» What to do
Go through the material and return every line that contains the string "سلیمانی".

━━━

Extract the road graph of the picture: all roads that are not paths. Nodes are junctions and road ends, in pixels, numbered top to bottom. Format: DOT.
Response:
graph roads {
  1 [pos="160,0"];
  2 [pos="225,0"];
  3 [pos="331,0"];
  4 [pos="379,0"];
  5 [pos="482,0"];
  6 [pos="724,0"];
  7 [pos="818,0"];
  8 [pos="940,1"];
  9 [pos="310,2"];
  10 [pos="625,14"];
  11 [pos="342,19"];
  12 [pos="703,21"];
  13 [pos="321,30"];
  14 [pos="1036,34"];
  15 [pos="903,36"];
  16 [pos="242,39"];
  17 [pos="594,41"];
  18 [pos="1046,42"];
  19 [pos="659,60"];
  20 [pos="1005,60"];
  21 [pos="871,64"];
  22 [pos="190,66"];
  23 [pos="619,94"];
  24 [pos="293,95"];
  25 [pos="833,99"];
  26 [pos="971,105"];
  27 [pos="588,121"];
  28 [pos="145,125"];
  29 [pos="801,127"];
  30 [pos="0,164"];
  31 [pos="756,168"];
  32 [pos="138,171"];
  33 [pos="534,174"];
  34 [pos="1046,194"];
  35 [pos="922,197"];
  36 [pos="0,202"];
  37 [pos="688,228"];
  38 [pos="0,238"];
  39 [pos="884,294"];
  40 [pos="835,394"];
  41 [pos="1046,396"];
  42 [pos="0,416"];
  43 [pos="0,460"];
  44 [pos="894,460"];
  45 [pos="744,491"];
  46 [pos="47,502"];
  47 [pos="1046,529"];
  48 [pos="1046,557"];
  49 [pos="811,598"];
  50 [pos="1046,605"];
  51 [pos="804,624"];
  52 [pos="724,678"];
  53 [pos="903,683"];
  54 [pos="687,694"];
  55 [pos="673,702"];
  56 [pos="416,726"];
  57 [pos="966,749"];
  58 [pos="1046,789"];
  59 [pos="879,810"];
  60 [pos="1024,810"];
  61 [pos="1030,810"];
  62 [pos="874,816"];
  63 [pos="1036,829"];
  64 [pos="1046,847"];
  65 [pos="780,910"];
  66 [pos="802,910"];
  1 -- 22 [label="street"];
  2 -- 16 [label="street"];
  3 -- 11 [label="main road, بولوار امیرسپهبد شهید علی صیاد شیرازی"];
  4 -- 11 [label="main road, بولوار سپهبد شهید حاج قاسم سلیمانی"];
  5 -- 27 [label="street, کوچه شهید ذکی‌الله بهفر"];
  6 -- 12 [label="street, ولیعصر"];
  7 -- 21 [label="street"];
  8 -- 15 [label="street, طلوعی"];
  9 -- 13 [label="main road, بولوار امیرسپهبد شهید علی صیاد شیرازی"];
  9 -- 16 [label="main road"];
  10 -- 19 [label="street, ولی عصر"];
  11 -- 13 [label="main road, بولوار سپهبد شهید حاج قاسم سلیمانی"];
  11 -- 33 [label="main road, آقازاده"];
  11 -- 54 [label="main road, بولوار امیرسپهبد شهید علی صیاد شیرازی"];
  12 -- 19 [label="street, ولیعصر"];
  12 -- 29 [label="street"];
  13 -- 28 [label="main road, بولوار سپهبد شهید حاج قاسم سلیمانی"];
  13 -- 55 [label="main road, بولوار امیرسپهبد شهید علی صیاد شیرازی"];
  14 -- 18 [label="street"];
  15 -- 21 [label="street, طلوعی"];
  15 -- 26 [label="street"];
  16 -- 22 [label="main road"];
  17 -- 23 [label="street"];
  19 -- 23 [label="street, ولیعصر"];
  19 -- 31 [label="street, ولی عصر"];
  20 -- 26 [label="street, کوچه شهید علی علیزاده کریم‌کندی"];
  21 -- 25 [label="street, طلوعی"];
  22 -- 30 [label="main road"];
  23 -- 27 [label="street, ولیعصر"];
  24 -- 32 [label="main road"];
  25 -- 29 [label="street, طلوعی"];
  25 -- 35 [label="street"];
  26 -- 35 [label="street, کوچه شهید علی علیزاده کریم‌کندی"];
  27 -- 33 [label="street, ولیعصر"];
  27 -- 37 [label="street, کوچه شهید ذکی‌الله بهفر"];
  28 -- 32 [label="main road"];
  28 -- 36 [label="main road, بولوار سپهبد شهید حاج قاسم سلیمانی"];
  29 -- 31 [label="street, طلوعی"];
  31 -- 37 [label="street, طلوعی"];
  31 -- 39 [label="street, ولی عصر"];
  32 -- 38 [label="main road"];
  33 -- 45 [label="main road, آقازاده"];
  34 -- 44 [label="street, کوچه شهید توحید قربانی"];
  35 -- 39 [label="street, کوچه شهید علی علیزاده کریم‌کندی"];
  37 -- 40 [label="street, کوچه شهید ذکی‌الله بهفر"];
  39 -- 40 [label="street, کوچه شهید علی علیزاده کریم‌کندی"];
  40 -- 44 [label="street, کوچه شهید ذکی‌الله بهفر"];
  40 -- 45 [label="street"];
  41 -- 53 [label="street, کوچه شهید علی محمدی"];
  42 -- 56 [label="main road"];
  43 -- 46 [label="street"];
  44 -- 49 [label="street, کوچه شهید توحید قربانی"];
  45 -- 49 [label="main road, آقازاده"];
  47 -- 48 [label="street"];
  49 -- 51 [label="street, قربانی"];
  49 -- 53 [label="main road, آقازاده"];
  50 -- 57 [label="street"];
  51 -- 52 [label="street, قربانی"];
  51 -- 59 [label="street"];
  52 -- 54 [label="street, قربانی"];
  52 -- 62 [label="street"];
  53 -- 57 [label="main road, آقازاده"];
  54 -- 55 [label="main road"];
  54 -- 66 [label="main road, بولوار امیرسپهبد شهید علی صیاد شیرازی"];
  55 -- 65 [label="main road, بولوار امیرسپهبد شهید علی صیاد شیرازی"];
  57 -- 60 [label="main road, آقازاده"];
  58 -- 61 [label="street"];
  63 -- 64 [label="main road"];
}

━━━

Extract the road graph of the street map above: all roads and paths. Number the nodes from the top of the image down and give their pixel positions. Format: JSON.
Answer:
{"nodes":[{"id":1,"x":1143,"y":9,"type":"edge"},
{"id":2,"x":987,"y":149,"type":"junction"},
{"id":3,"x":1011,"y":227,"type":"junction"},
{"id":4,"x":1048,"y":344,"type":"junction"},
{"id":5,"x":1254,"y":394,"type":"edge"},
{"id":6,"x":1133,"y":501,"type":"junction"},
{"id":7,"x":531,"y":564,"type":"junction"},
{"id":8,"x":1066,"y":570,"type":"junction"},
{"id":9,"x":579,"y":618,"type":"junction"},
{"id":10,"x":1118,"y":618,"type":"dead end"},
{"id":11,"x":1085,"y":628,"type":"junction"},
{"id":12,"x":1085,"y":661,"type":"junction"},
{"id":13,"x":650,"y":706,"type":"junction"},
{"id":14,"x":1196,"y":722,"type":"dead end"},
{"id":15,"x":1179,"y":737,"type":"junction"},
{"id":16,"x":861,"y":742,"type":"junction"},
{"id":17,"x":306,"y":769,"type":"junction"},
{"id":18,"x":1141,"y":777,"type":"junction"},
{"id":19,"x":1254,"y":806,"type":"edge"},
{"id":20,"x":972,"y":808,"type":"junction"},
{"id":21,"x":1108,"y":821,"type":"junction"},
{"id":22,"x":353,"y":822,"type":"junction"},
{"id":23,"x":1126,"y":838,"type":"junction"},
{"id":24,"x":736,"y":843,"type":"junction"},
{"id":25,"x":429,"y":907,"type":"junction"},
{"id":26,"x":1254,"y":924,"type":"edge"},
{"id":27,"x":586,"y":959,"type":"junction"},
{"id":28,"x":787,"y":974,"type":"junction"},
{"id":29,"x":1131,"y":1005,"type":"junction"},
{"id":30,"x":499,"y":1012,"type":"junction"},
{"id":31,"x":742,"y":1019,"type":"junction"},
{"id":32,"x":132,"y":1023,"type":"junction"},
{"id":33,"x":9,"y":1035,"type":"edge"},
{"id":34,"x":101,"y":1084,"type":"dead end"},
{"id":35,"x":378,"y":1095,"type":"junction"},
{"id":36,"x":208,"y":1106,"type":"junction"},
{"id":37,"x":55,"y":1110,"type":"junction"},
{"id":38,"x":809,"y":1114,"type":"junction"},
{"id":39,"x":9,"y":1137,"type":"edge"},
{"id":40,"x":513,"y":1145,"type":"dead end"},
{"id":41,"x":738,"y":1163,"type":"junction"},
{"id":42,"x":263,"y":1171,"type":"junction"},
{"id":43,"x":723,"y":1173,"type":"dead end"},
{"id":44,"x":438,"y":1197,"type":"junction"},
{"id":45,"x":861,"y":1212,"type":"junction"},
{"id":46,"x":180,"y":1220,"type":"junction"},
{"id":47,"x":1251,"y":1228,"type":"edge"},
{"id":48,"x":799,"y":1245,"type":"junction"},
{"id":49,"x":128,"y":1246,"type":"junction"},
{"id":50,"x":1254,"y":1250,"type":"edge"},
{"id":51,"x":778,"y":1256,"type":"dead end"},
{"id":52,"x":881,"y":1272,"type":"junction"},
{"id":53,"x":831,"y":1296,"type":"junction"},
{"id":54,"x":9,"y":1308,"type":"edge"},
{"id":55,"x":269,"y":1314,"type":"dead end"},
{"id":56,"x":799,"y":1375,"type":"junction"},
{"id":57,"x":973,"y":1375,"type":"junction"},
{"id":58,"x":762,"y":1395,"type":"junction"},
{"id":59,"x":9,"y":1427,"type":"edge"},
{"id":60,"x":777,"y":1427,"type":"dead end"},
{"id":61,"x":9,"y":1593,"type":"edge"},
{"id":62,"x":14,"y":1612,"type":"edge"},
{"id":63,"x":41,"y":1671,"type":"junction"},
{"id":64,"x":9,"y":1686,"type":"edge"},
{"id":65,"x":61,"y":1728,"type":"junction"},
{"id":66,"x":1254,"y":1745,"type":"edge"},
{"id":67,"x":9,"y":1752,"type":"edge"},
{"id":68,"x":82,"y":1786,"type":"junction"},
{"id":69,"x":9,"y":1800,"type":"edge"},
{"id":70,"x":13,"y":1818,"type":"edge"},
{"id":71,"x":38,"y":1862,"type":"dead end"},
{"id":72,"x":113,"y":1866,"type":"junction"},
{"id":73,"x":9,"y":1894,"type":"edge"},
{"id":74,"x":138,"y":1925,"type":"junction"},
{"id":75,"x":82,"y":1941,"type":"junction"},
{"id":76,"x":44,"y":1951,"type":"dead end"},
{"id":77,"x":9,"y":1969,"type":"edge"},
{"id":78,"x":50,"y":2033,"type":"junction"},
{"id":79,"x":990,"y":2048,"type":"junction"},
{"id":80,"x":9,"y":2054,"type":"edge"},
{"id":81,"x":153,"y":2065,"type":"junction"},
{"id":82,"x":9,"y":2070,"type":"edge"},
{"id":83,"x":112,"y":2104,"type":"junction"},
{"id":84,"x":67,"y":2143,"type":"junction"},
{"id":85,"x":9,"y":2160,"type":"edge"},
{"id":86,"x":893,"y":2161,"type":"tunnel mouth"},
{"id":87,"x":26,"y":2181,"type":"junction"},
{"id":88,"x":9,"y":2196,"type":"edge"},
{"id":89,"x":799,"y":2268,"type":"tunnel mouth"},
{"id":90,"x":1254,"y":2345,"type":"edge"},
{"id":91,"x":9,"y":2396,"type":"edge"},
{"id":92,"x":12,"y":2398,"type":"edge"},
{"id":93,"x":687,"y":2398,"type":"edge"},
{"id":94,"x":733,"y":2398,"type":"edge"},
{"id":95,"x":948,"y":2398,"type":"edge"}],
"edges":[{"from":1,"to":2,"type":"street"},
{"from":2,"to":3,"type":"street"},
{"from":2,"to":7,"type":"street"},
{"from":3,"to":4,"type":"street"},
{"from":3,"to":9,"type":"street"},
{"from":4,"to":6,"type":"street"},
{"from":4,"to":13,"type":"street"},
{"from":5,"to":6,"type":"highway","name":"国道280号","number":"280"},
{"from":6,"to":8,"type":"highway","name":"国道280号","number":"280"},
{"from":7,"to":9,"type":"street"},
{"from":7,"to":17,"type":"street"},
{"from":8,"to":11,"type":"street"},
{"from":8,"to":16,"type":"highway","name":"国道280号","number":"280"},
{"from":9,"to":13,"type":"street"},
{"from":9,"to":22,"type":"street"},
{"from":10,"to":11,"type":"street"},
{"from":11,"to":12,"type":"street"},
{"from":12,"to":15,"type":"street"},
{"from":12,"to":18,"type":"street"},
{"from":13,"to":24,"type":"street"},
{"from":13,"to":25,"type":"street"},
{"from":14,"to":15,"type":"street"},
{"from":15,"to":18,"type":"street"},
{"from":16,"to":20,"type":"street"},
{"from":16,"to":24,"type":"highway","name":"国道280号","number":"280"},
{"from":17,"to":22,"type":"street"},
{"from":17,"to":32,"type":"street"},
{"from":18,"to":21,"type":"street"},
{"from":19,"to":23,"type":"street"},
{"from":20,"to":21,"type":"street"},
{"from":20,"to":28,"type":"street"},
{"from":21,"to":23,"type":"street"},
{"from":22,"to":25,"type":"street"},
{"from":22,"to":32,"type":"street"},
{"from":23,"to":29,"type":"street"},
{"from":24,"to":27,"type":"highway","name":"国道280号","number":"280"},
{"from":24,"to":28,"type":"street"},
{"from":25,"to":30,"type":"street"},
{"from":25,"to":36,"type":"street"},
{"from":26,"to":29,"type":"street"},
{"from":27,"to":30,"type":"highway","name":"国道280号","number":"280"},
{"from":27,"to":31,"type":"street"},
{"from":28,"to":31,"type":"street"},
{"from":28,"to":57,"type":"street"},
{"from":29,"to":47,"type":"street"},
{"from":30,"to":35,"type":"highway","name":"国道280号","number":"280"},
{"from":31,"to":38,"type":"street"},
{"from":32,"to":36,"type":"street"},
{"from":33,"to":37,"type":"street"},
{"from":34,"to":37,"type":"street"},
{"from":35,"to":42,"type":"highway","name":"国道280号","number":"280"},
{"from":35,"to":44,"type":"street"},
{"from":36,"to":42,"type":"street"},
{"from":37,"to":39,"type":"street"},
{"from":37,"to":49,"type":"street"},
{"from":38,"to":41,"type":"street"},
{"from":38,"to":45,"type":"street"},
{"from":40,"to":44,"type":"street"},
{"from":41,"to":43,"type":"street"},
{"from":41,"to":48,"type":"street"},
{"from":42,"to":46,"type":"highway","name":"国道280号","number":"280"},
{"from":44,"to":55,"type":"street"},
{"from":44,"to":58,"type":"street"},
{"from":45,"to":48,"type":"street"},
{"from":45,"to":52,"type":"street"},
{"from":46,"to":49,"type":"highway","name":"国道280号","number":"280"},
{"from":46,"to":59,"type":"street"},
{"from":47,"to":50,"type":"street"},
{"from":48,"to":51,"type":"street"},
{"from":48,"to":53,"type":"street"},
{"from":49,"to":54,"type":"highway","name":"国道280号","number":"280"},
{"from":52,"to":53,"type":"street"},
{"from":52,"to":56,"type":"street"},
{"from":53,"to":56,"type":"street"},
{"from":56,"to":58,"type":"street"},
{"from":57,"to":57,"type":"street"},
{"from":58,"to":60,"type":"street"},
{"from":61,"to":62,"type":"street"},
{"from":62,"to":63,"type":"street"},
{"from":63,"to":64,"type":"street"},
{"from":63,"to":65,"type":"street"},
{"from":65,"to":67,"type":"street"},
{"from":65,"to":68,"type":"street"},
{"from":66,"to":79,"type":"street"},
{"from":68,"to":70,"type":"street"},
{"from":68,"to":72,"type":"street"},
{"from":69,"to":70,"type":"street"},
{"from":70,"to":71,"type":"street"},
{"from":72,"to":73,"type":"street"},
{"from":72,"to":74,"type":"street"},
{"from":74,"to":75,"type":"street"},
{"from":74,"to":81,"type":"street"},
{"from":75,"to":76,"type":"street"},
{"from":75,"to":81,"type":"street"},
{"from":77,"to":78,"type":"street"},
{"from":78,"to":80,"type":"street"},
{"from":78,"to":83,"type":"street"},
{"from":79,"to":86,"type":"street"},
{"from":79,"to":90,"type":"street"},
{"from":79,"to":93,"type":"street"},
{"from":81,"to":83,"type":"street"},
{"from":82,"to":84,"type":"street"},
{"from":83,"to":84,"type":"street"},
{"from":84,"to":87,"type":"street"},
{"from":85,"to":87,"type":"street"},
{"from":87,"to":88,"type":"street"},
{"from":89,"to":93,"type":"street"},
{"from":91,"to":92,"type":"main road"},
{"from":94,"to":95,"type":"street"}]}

━━━

» Answer to this exercise
  4 -- 11 [label="main road, بولوار سپهبد شهید حاج قاسم سلیمانی"];
  11 -- 13 [label="main road, بولوار سپهبد شهید حاج قاسم سلیمانی"];
  13 -- 28 [label="main road, بولوار سپهبد شهید حاج قاسم سلیمانی"];
  28 -- 36 [label="main road, بولوار سپهبد شهید حاج قاسم سلیمانی"];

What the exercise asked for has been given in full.